▶ _WHAT TO WORK ON_
Using the material below, tally each line with the string "Drive" and report only the total.

▶ _ENTRIES SUPPLIED_
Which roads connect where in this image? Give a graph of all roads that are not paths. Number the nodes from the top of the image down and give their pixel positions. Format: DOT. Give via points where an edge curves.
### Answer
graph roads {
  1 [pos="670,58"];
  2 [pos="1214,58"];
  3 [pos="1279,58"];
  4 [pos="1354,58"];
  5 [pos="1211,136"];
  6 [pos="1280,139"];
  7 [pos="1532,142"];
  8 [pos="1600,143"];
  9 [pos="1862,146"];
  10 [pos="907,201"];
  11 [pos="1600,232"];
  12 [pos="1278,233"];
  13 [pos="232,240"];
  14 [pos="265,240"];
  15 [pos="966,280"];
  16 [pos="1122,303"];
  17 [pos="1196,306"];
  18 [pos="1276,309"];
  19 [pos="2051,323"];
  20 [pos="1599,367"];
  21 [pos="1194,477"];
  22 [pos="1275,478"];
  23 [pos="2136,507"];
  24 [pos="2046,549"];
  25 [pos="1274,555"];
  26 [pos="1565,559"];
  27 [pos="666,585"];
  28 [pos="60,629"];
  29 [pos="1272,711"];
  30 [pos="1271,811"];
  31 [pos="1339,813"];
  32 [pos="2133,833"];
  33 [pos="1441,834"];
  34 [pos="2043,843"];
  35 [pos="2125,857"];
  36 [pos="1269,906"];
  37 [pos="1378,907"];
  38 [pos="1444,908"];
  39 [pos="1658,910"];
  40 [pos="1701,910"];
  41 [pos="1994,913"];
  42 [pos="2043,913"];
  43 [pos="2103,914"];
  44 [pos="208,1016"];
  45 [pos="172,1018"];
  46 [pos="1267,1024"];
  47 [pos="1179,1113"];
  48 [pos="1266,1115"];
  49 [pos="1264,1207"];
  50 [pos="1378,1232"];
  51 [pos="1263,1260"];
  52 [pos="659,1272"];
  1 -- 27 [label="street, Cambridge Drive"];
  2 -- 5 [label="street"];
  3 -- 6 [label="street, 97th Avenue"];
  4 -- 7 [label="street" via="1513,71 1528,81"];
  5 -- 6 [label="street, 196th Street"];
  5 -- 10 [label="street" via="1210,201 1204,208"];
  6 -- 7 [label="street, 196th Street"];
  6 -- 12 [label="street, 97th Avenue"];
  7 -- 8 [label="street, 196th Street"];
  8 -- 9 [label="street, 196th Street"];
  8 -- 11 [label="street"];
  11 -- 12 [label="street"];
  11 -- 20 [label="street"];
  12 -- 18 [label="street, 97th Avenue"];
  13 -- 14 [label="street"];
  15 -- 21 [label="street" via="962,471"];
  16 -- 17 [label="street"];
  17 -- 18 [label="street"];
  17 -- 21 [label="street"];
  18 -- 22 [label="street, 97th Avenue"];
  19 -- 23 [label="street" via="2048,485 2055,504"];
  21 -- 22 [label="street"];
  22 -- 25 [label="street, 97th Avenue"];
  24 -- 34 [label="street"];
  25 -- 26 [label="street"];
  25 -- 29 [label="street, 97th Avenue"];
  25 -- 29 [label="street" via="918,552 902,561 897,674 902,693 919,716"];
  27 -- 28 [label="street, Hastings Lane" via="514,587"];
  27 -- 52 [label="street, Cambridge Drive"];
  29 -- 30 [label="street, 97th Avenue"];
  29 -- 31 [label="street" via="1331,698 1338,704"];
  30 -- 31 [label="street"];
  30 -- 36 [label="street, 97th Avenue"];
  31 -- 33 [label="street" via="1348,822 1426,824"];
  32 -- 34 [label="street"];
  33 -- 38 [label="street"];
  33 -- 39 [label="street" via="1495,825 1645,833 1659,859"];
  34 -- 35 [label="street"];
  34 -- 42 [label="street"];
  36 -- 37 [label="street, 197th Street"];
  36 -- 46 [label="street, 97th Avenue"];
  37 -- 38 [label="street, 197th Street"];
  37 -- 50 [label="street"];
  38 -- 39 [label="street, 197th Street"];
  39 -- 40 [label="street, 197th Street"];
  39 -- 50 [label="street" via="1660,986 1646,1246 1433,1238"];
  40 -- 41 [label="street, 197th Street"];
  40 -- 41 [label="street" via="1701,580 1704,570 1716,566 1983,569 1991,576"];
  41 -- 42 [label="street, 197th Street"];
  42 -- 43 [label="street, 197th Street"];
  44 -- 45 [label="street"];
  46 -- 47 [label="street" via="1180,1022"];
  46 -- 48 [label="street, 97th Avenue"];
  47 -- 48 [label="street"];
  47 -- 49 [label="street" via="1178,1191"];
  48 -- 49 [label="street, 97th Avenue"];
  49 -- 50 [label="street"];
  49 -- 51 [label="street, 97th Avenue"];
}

▶ _OUTPUT OF THE EXERCISE_
2